*** TASK INPUT Section Begins ***
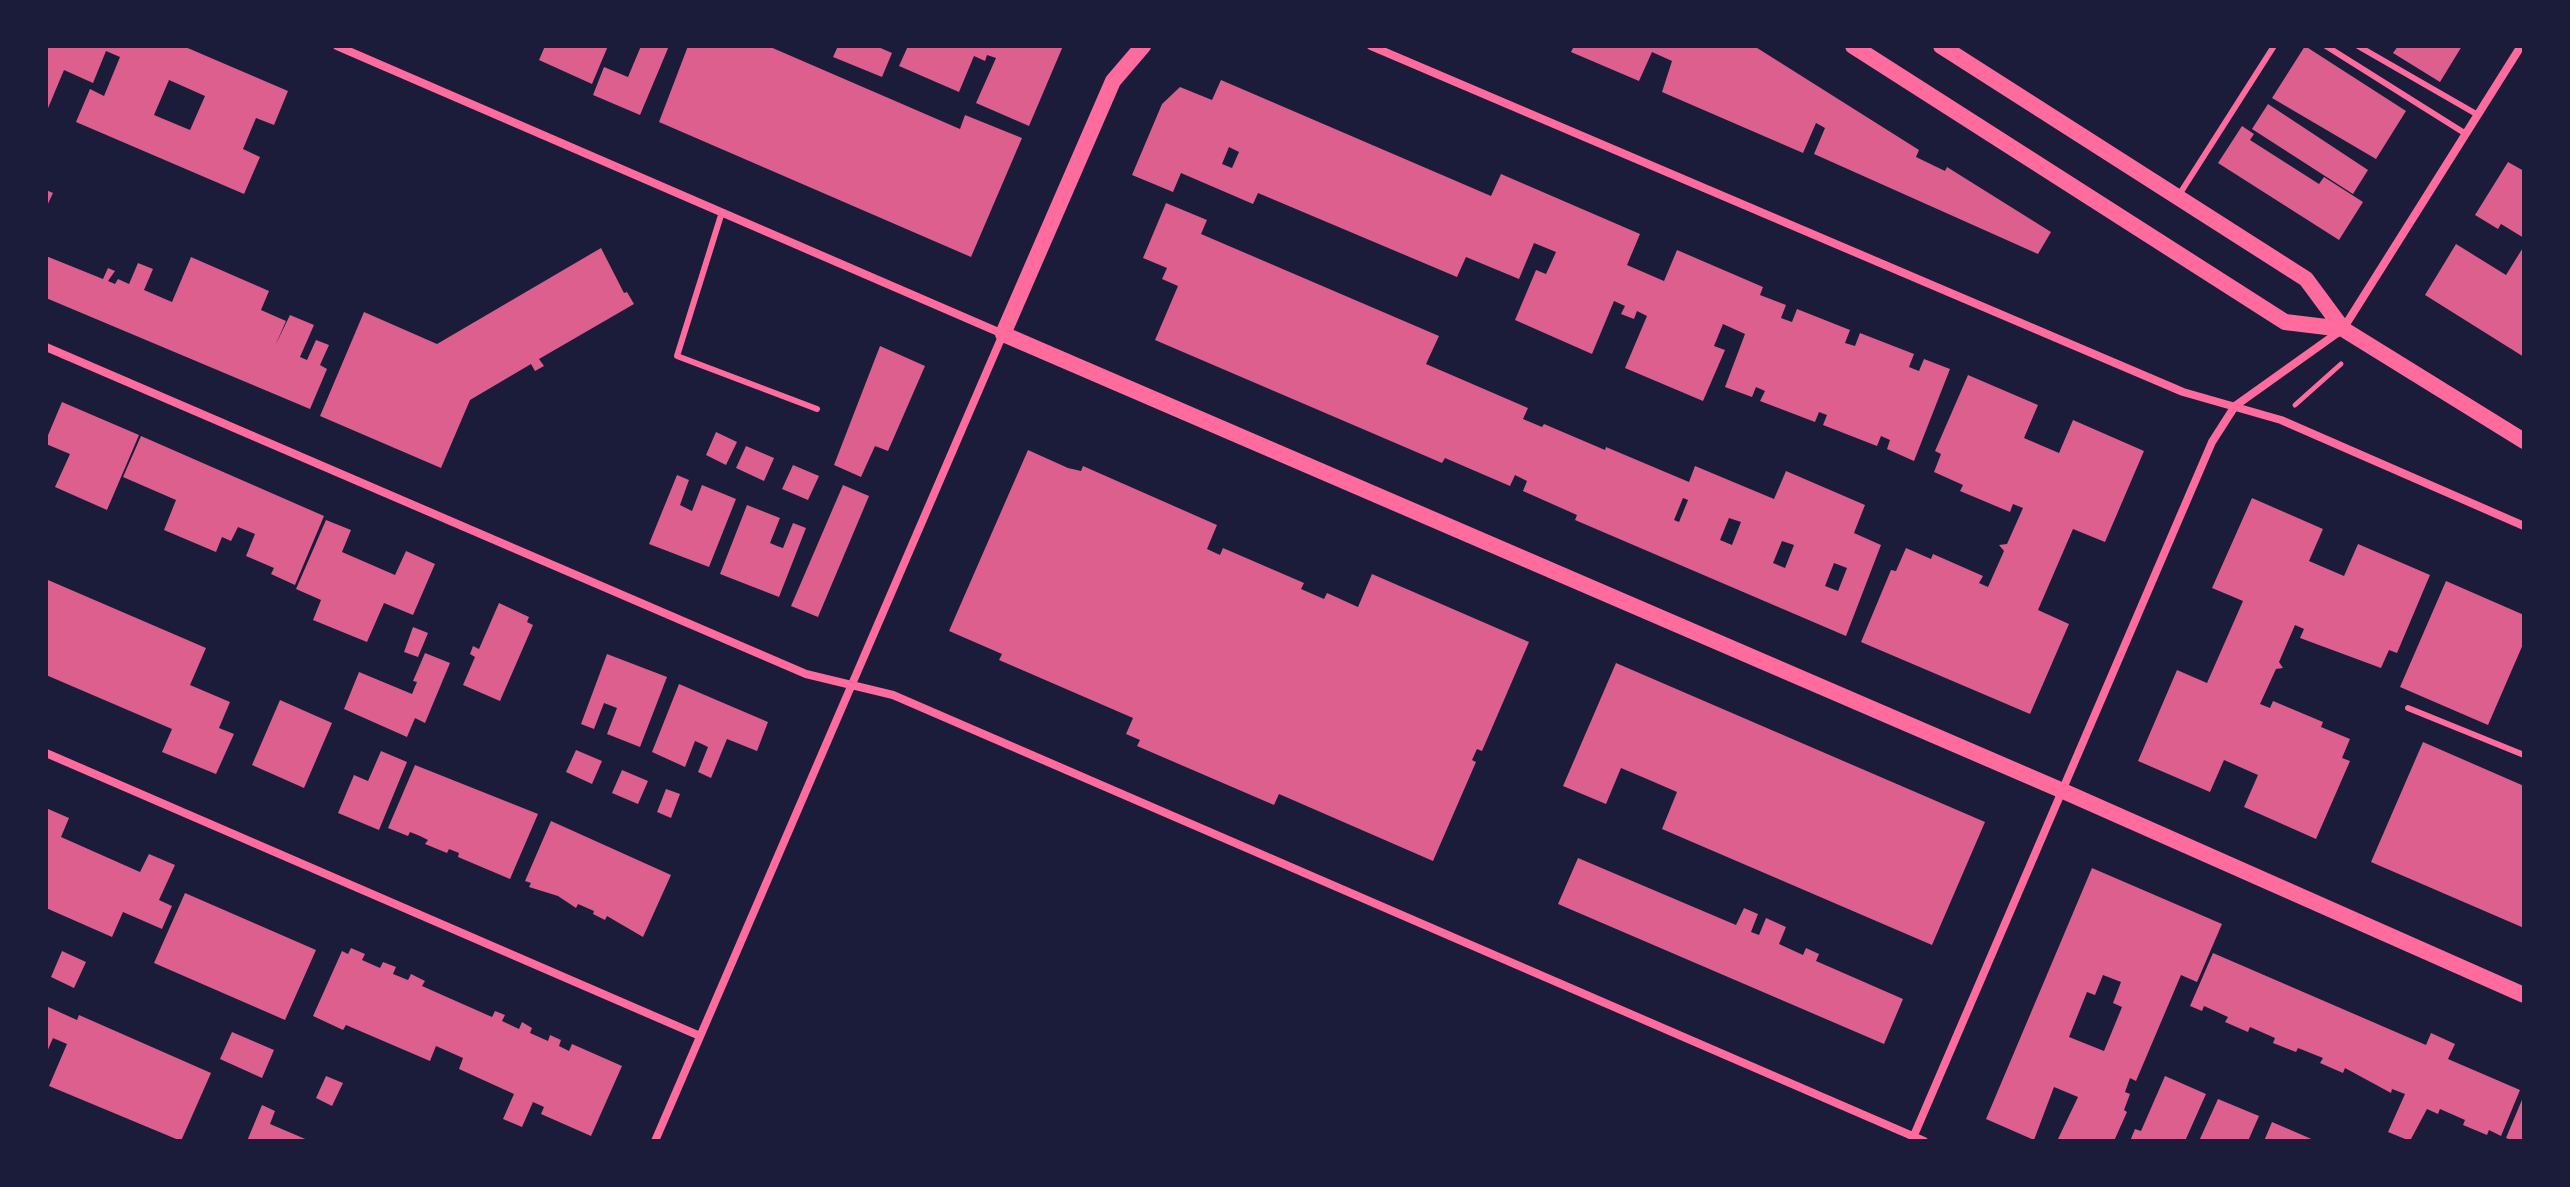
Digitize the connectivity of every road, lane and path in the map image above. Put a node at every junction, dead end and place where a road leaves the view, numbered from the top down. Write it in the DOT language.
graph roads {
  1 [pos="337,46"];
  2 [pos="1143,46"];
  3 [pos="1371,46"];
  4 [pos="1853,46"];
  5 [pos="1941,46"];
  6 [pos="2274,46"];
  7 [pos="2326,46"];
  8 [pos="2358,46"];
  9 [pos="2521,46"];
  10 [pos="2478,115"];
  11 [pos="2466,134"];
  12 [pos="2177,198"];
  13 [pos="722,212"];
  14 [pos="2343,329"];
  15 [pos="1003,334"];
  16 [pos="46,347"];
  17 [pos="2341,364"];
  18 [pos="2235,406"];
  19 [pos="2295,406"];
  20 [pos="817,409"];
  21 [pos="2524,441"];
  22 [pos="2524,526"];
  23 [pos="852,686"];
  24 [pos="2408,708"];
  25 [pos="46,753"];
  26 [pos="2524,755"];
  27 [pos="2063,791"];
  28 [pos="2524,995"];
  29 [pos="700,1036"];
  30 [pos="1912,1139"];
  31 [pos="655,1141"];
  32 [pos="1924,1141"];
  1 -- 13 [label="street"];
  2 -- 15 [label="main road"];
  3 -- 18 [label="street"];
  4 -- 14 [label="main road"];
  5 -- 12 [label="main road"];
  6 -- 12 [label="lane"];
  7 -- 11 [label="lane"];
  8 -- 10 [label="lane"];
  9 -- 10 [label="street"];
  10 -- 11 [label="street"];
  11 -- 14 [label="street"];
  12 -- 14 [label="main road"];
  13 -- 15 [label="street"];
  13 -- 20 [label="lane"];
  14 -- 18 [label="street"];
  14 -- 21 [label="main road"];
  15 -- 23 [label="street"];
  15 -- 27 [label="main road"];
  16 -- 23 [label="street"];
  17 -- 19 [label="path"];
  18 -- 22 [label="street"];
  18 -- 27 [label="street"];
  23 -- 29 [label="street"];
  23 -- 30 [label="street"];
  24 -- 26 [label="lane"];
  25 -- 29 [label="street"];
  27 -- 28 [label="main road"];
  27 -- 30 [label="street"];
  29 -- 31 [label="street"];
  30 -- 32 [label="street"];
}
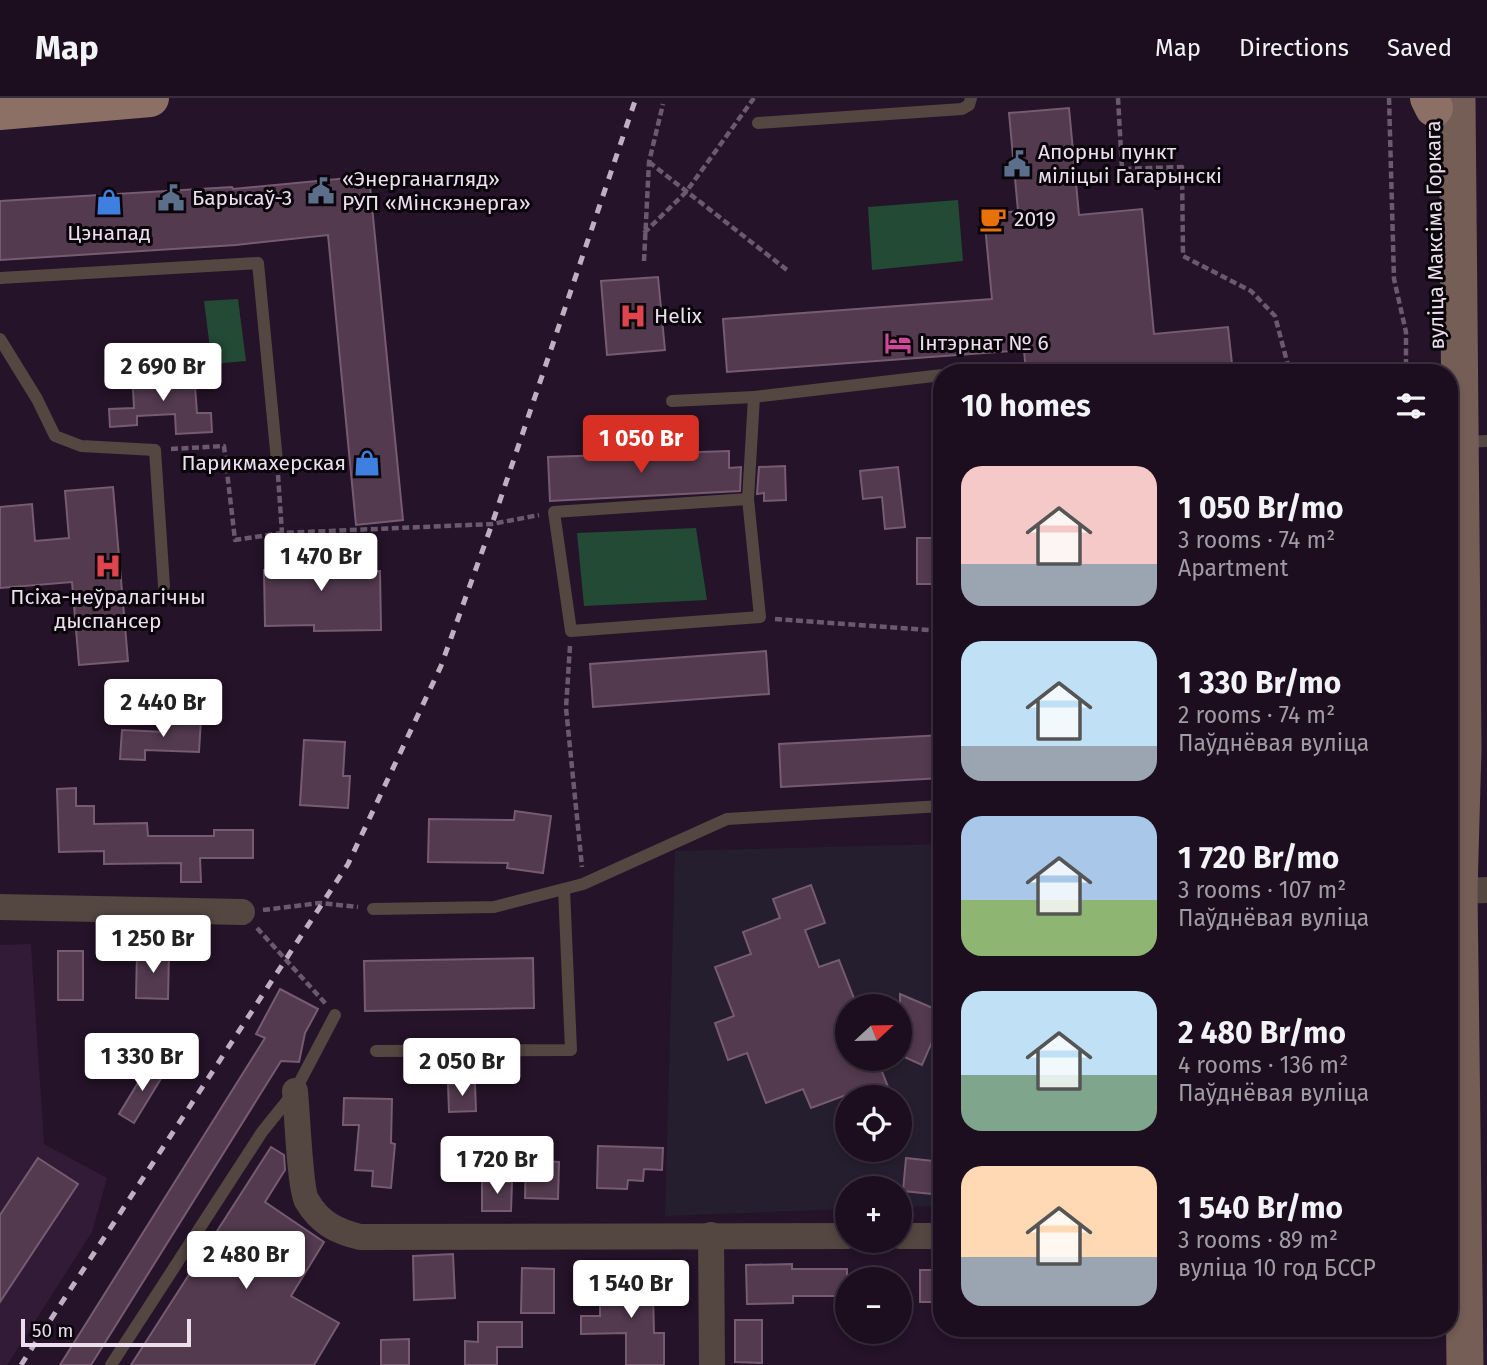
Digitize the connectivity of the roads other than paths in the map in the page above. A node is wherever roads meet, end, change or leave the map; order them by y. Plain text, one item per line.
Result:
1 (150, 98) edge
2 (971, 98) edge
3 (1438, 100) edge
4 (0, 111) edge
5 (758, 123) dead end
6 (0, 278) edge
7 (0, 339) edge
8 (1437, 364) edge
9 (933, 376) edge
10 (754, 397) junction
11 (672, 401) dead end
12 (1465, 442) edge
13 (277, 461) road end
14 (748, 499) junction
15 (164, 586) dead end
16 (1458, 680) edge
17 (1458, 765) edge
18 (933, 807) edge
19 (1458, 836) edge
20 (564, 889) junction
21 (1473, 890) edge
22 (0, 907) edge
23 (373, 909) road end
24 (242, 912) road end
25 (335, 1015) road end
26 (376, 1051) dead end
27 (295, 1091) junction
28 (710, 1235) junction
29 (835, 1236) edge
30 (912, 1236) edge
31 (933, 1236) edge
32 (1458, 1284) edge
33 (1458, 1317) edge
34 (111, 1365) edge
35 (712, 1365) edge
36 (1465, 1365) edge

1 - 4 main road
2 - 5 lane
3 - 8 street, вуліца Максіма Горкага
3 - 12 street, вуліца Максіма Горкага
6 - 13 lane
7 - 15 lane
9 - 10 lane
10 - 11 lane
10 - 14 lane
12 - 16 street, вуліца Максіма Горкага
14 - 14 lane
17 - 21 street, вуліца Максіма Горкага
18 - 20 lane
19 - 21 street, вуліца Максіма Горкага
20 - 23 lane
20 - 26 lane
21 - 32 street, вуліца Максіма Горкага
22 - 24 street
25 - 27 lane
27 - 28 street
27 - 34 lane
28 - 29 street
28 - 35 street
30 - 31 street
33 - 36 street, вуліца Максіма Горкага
*** TASK INPUT Section Ends ***
▶ WHAT TO PRODUCE
Output the data above in full. Skip every picture.

▶ WRITTEN SOLUTION
Digitize the connectivity of every road, lane and path in the map image above. Put a node at every junction, dead end and place where a road leaves the view, numbered from the top down. Write it in the DOT language.
graph roads {
  1 [pos="337,46"];
  2 [pos="1143,46"];
  3 [pos="1371,46"];
  4 [pos="1853,46"];
  5 [pos="1941,46"];
  6 [pos="2274,46"];
  7 [pos="2326,46"];
  8 [pos="2358,46"];
  9 [pos="2521,46"];
  10 [pos="2478,115"];
  11 [pos="2466,134"];
  12 [pos="2177,198"];
  13 [pos="722,212"];
  14 [pos="2343,329"];
  15 [pos="1003,334"];
  16 [pos="46,347"];
  17 [pos="2341,364"];
  18 [pos="2235,406"];
  19 [pos="2295,406"];
  20 [pos="817,409"];
  21 [pos="2524,441"];
  22 [pos="2524,526"];
  23 [pos="852,686"];
  24 [pos="2408,708"];
  25 [pos="46,753"];
  26 [pos="2524,755"];
  27 [pos="2063,791"];
  28 [pos="2524,995"];
  29 [pos="700,1036"];
  30 [pos="1912,1139"];
  31 [pos="655,1141"];
  32 [pos="1924,1141"];
  1 -- 13 [label="street"];
  2 -- 15 [label="main road"];
  3 -- 18 [label="street"];
  4 -- 14 [label="main road"];
  5 -- 12 [label="main road"];
  6 -- 12 [label="lane"];
  7 -- 11 [label="lane"];
  8 -- 10 [label="lane"];
  9 -- 10 [label="street"];
  10 -- 11 [label="street"];
  11 -- 14 [label="street"];
  12 -- 14 [label="main road"];
  13 -- 15 [label="street"];
  13 -- 20 [label="lane"];
  14 -- 18 [label="street"];
  14 -- 21 [label="main road"];
  15 -- 23 [label="street"];
  15 -- 27 [label="main road"];
  16 -- 23 [label="street"];
  17 -- 19 [label="path"];
  18 -- 22 [label="street"];
  18 -- 27 [label="street"];
  23 -- 29 [label="street"];
  23 -- 30 [label="street"];
  24 -- 26 [label="lane"];
  25 -- 29 [label="street"];
  27 -- 28 [label="main road"];
  27 -- 30 [label="street"];
  29 -- 31 [label="street"];
  30 -- 32 [label="street"];
}
Digitize the connectivity of the roads other than paths in the map in the page above. A node is wherever roads meet, end, change or leave the map; order them by y. Plain text, one item per line.
Result:
1 (150, 98) edge
2 (971, 98) edge
3 (1438, 100) edge
4 (0, 111) edge
5 (758, 123) dead end
6 (0, 278) edge
7 (0, 339) edge
8 (1437, 364) edge
9 (933, 376) edge
10 (754, 397) junction
11 (672, 401) dead end
12 (1465, 442) edge
13 (277, 461) road end
14 (748, 499) junction
15 (164, 586) dead end
16 (1458, 680) edge
17 (1458, 765) edge
18 (933, 807) edge
19 (1458, 836) edge
20 (564, 889) junction
21 (1473, 890) edge
22 (0, 907) edge
23 (373, 909) road end
24 (242, 912) road end
25 (335, 1015) road end
26 (376, 1051) dead end
27 (295, 1091) junction
28 (710, 1235) junction
29 (835, 1236) edge
30 (912, 1236) edge
31 (933, 1236) edge
32 (1458, 1284) edge
33 (1458, 1317) edge
34 (111, 1365) edge
35 (712, 1365) edge
36 (1465, 1365) edge

1 - 4 main road
2 - 5 lane
3 - 8 street, вуліца Максіма Горкага
3 - 12 street, вуліца Максіма Горкага
6 - 13 lane
7 - 15 lane
9 - 10 lane
10 - 11 lane
10 - 14 lane
12 - 16 street, вуліца Максіма Горкага
14 - 14 lane
17 - 21 street, вуліца Максіма Горкага
18 - 20 lane
19 - 21 street, вуліца Максіма Горкага
20 - 23 lane
20 - 26 lane
21 - 32 street, вуліца Максіма Горкага
22 - 24 street
25 - 27 lane
27 - 28 street
27 - 34 lane
28 - 29 street
28 - 35 street
30 - 31 street
33 - 36 street, вуліца Максіма Горкага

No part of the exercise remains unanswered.